Extracted data entries:
————————

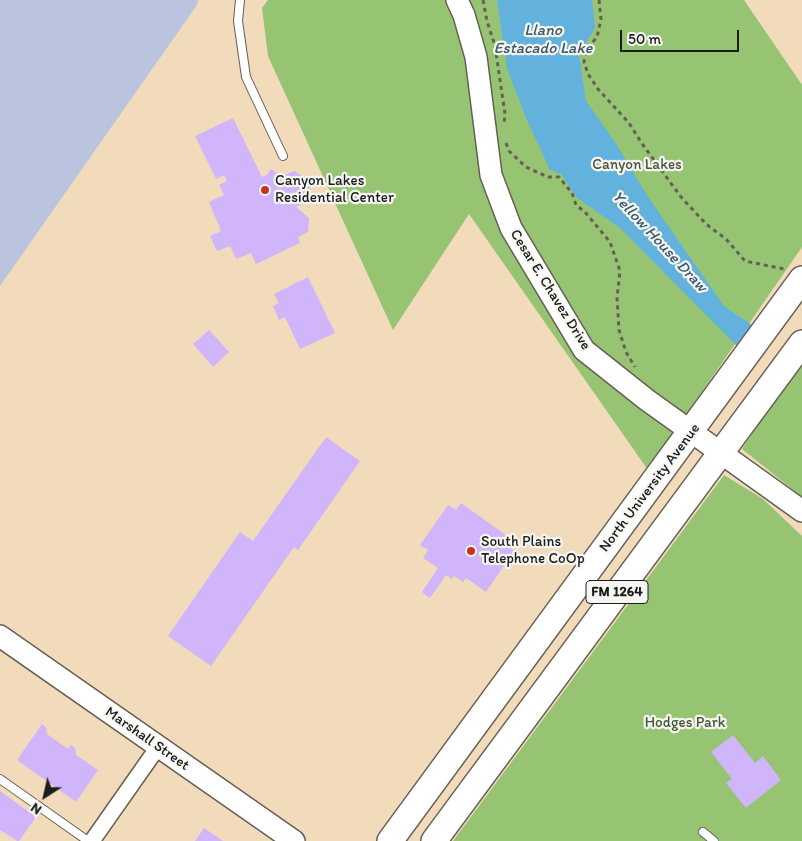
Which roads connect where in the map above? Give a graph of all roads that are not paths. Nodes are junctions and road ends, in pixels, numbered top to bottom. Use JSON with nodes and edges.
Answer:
{"nodes":[{"id":1,"x":240,"y":0,"type":"edge"},
{"id":2,"x":458,"y":0,"type":"edge"},
{"id":3,"x":283,"y":156,"type":"dead end"},
{"id":4,"x":797,"y":275,"type":"edge"},
{"id":5,"x":802,"y":344,"type":"edge"},
{"id":6,"x":692,"y":432,"type":"junction"},
{"id":7,"x":721,"y":452,"type":"junction"},
{"id":8,"x":802,"y":510,"type":"edge"},
{"id":9,"x":0,"y":636,"type":"edge"},
{"id":10,"x":158,"y":747,"type":"junction"},
{"id":11,"x":0,"y":779,"type":"edge"},
{"id":12,"x":703,"y":832,"type":"dead end"},
{"id":13,"x":88,"y":841,"type":"edge"},
{"id":14,"x":92,"y":841,"type":"edge"},
{"id":15,"x":294,"y":841,"type":"edge"},
{"id":16,"x":390,"y":841,"type":"edge"},
{"id":17,"x":434,"y":841,"type":"edge"},
{"id":18,"x":714,"y":841,"type":"edge"}],
"edges":[{"from":1,"to":3,"type":"lane"},
{"from":2,"to":6,"type":"street","name":"Cesar E. Chavez Drive"},
{"from":4,"to":6,"type":"main road","name":"North University Avenue","number":"FM 1264"},
{"from":5,"to":7,"type":"main road","number":"FM 1264"},
{"from":6,"to":7,"type":"street","name":"Cesar E. Chavez Drive"},
{"from":6,"to":16,"type":"main road","name":"North University Avenue","number":"FM 1264"},
{"from":7,"to":8,"type":"street","name":"Cesar E. Chavez Drive"},
{"from":7,"to":17,"type":"main road","number":"FM 1264"},
{"from":9,"to":10,"type":"street","name":"Marshall Street"},
{"from":10,"to":14,"type":"street"},
{"from":10,"to":15,"type":"street","name":"Marshall Street"},
{"from":11,"to":13,"type":"lane"},
{"from":12,"to":18,"type":"lane"}]}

————————

Search the records for lines holding the word "main", then copy each line you find.

{"from":4,"to":6,"type":"main road","name":"North University Avenue","number":"FM 1264"},
{"from":5,"to":7,"type":"main road","number":"FM 1264"},
{"from":6,"to":16,"type":"main road","name":"North University Avenue","number":"FM 1264"},
{"from":7,"to":17,"type":"main road","number":"FM 1264"},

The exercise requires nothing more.